- **Your instructions**
Go through the data below and return each line containing the word "شهید".

Stored data: Begin

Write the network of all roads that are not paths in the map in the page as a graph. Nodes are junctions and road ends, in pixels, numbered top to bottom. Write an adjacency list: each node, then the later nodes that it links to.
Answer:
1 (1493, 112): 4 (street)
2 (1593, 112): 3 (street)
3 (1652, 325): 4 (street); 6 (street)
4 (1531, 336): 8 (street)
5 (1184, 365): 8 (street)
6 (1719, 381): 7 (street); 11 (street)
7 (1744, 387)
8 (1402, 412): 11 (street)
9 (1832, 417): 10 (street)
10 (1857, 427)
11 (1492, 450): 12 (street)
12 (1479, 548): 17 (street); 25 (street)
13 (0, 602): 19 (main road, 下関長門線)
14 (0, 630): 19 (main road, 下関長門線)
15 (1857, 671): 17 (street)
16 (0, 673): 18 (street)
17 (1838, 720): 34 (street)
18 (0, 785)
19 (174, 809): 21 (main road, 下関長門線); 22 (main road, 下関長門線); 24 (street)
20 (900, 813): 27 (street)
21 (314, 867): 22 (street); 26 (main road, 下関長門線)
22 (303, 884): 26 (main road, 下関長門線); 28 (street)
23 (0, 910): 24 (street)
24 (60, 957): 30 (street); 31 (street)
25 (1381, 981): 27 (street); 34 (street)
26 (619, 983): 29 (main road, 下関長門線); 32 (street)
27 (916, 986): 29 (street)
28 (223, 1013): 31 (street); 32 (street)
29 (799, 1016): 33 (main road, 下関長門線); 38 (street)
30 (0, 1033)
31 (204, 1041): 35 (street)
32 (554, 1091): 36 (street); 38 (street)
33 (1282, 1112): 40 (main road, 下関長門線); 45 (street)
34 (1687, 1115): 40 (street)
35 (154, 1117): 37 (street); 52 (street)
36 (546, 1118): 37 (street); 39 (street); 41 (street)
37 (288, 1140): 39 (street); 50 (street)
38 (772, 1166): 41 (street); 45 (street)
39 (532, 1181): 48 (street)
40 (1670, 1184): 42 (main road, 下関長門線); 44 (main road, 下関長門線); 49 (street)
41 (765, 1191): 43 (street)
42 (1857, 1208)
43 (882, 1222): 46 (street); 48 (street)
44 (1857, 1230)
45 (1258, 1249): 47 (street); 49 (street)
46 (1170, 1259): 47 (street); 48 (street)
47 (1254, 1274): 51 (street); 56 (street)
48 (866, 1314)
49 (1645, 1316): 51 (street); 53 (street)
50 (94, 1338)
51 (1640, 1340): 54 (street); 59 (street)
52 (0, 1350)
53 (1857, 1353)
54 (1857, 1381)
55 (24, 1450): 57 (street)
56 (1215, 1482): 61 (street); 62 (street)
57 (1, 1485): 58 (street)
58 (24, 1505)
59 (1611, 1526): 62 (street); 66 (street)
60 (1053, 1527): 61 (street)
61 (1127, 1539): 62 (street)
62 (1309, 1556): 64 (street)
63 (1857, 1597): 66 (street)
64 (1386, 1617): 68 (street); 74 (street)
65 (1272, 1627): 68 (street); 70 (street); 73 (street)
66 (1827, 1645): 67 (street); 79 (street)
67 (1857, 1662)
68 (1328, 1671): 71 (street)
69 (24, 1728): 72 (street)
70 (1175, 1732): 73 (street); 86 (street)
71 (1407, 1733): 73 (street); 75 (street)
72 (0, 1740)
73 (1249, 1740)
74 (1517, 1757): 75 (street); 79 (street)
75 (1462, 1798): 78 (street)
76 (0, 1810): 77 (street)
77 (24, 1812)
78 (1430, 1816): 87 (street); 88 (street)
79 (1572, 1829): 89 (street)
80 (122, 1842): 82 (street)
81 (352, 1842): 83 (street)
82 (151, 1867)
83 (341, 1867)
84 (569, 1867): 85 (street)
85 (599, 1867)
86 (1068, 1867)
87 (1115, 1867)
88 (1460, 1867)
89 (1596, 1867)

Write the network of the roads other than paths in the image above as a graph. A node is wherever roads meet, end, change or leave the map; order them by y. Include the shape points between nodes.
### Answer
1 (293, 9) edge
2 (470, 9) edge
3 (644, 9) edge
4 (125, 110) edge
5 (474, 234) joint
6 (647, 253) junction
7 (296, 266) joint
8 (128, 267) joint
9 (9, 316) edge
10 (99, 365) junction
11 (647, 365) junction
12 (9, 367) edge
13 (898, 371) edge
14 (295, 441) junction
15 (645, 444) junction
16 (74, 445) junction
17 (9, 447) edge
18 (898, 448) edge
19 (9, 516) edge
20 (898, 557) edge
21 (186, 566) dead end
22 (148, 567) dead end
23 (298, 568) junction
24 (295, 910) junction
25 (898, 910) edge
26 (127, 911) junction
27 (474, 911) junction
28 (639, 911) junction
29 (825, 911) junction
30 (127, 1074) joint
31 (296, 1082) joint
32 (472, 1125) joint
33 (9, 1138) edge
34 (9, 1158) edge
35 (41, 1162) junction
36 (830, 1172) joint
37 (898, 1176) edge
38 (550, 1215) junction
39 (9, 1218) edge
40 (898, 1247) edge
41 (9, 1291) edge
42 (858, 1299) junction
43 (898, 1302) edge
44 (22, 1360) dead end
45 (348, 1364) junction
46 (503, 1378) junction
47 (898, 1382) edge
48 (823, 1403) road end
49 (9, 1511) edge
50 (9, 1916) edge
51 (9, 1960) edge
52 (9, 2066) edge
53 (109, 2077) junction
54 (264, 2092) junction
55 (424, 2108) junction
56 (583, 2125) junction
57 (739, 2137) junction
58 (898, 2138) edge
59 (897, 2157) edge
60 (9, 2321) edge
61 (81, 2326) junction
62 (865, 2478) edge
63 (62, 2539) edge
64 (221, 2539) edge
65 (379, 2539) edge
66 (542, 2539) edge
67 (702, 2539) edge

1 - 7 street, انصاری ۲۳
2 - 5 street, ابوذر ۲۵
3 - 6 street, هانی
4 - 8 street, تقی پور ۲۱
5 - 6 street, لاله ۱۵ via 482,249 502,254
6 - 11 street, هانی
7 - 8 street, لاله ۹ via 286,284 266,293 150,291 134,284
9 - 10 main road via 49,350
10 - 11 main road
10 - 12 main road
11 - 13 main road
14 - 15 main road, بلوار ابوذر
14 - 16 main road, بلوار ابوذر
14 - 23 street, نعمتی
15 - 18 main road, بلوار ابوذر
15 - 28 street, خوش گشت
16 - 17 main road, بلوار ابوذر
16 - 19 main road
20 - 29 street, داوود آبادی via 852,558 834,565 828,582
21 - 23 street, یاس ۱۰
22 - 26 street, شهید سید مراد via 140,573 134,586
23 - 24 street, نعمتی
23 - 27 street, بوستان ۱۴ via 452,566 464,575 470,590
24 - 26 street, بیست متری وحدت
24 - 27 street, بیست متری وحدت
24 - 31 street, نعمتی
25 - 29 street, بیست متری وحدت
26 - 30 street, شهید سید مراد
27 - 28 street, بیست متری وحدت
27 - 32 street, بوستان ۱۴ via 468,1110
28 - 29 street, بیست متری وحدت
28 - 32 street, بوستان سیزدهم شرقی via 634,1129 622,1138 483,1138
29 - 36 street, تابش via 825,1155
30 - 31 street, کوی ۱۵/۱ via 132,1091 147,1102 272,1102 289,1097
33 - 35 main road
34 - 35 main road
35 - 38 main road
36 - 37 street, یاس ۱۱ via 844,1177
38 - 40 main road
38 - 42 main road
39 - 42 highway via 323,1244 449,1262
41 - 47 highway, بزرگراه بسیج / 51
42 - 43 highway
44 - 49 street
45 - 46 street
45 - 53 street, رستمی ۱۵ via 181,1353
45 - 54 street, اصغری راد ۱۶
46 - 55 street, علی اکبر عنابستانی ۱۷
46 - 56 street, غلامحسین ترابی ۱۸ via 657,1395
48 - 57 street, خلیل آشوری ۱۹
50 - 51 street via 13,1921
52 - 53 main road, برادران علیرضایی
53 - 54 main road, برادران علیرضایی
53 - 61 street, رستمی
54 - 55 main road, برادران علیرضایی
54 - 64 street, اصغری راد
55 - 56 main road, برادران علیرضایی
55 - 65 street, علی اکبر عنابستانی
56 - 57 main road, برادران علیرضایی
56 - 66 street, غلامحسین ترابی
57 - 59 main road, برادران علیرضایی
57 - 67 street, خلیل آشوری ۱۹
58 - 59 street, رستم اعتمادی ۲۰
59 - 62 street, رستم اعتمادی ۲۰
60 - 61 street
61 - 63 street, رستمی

Stored data: End

- **Exercise result**
22 - 26 street, شهید سید مراد via 140,573 134,586
26 - 30 street, شهید سید مراد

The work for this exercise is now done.